But my learning about learning continues. I enjoy this type of 'book-shelving'. And as I mentioned I recently bought the 'Study of Languages' - I’m taking notes, and will share them in a future post. I also found several other 19th Century authors on language learning and have briefly spent some time reading methods and reviews about methods. I think I bought a few books, I’m not even sure now, but it means I’ll have to wait a few days before I buy anything else. The great thing about reading 'ancient' learning texts is that they are generally available for free on openlibrary.org or one of the other text repositories.
I’m also reading How to Improve Your Foreign Language Immediately by Boris Shekhtman, definitely more relevant to activation and speaking. It’s a book recommended by Anthony Lauder in one of his videos. This is probably more applicable to my intermediate German versus the beginner efforts for Persian.

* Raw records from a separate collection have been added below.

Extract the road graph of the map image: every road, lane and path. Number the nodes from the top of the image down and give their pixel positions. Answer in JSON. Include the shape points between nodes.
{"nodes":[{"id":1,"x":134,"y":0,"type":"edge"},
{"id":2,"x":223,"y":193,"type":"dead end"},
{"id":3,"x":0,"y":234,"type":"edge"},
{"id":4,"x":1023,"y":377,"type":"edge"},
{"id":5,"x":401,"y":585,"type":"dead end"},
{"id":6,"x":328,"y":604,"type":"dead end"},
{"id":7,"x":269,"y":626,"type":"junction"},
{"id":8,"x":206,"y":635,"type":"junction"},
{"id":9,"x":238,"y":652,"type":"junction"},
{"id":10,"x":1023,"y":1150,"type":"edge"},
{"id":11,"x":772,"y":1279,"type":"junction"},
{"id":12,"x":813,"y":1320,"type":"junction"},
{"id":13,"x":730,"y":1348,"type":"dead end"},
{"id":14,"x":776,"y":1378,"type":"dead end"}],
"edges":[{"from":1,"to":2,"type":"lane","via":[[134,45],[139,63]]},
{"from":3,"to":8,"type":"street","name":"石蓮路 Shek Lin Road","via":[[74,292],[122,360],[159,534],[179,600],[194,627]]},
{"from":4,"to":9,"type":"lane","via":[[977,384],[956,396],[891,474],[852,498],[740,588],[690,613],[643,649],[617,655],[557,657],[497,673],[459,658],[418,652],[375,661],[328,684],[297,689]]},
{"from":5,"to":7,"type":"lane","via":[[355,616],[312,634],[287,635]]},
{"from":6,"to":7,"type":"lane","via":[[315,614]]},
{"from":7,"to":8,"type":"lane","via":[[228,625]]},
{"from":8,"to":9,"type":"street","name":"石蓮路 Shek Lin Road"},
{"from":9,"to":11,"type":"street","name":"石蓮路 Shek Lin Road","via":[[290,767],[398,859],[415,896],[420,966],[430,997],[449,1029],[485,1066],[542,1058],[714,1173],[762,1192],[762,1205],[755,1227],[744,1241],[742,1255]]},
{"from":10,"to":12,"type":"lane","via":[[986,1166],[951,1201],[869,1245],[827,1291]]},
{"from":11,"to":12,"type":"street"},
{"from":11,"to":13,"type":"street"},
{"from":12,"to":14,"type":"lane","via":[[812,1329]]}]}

This brings me to these last few days. Other than just book-shelving, I’ve been helping both my partner and my daughter with their Spanish. My daughter is currently visiting family in Mexico and traveling in Oaxaca. She’s been messaging me with questions about travel in the region or strange expressions she’s heard. But this very present effort to improve their Spanish has me thinking about my German. It’s just going to rot if I don’t work on it. So along with Persian, I’m going to do a little maintenance/development reading.
German
I’ve been reading a few posts here in German and a few casual blogs. I caught half a dozen words that I know I know but couldn’t remember. So starting with those, I’m jotting them down, getting a definition and if I’m familiar with these as phrases (or collocations), I’ll end up adding them to an Anki deck - at this point, I think it makes more sense to work on chunks, collocations or partial phrases rather than single words or full sentences.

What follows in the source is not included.